It can be seen from Fig. 3 that the VCU 200 as well as the PCUs 300a:300N and the communication channel are often in an idle state during one update period. This is due to the fact that a specific order has to be followed among the operations carried out. For example, after all the voltage measurements have been transmitted over the wireless channel, the switching command cannot be sent immediately, because the VCU 200 must process the received packets, compute the switching command and process the packet that contains it before transmitting it. While such a constraint is needed with currently used control schemes, it leads to a non-efficient utilization of resources, which can impact the performance of a wireless-based HVDC transmission system 100.
The embodiments disclosed herein therefore relate to mechanisms for controlling MMCs in a HVDC transmission system 100. In order to obtain such mechanisms there is provided a VCU 200, a method performed by the VCU 200, a computer program product comprising code, for example in the form of a computer program, that when run on processing circuitry of the VCU 200, causes the VCU 200 to perform the method. In order to obtain such mechanisms there is further provided a PCU 300a:300N, a method performed by the PCU 300a:300N, and a computer program product comprising code, for example in the form of a computer program, that when run on processing circuitry of the PCU 300a:300N, causes the PCU 300a:300N to perform the method. Reference is now made to Fig. 4 illustrating a method for controlling MMCs in a HVDC transmission system as performed by the VCU 200 according to an embodiment.

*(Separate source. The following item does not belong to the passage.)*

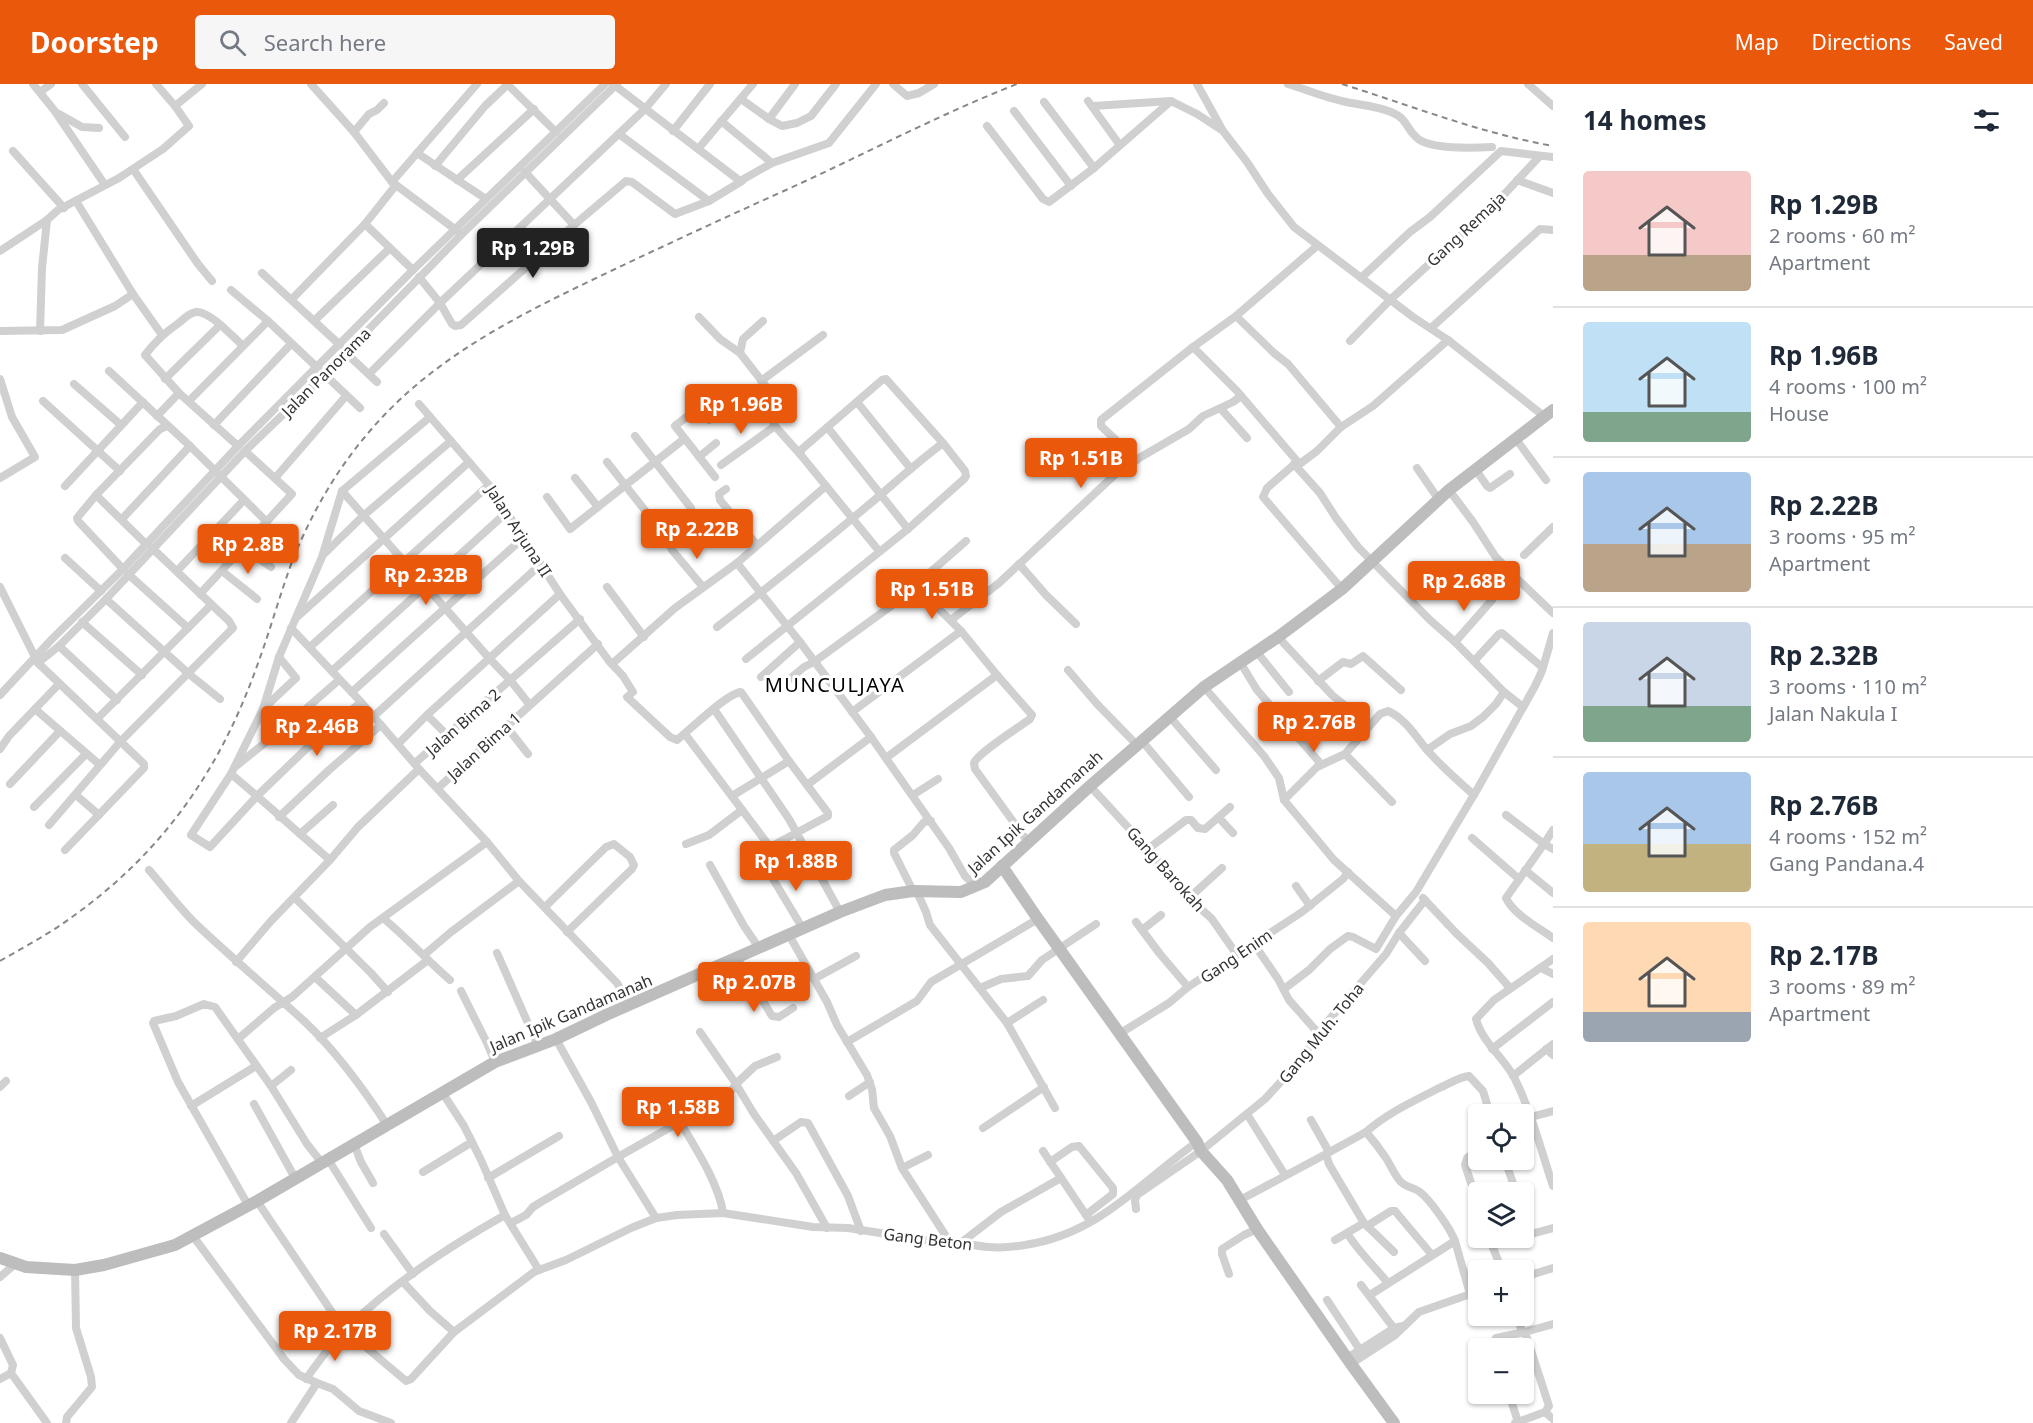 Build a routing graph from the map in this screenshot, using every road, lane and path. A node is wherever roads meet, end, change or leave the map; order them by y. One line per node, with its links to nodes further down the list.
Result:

S102: The VCU 200 wirelessly receives, during a current update period, voltage measurements of a previous update period from PCUs 300a:300N of the MMCs. The current update period subsequently follows the previous update period.
S104: The VCU 200 determines a switching command for the PCUs for a next update period based on the voltage measurements of the previous update period. The next update period subsequently follows the current update period.
S108: The VCU 200 controls the MMCs by, during the next update period, wirelessly transmitting the switching command to the PCUs 300a:300N.
Embodiments relating to further details of controlling MMCs in a HVDC transmission system as performed by the VCU 200 will now be disclosed.
In some embodiments, the switching command comprises individual instructions for each of the PCUs to perform a switch or not. In some aspects, it is assumed that the PCUs 300a:300N in each update period obtains voltage measurements which are then forwarded to the VCU 200. That is, according to an embodiment, the VCU 200 is configured to perform step S106:
S106: The VCU 200 wirelessly receives, during the next update period, voltage measurements of the current update period from the PCUs 300a:300N. The switching command is then wirelessly transmitted immediately after the last of the voltage measurements of the current update period has been received.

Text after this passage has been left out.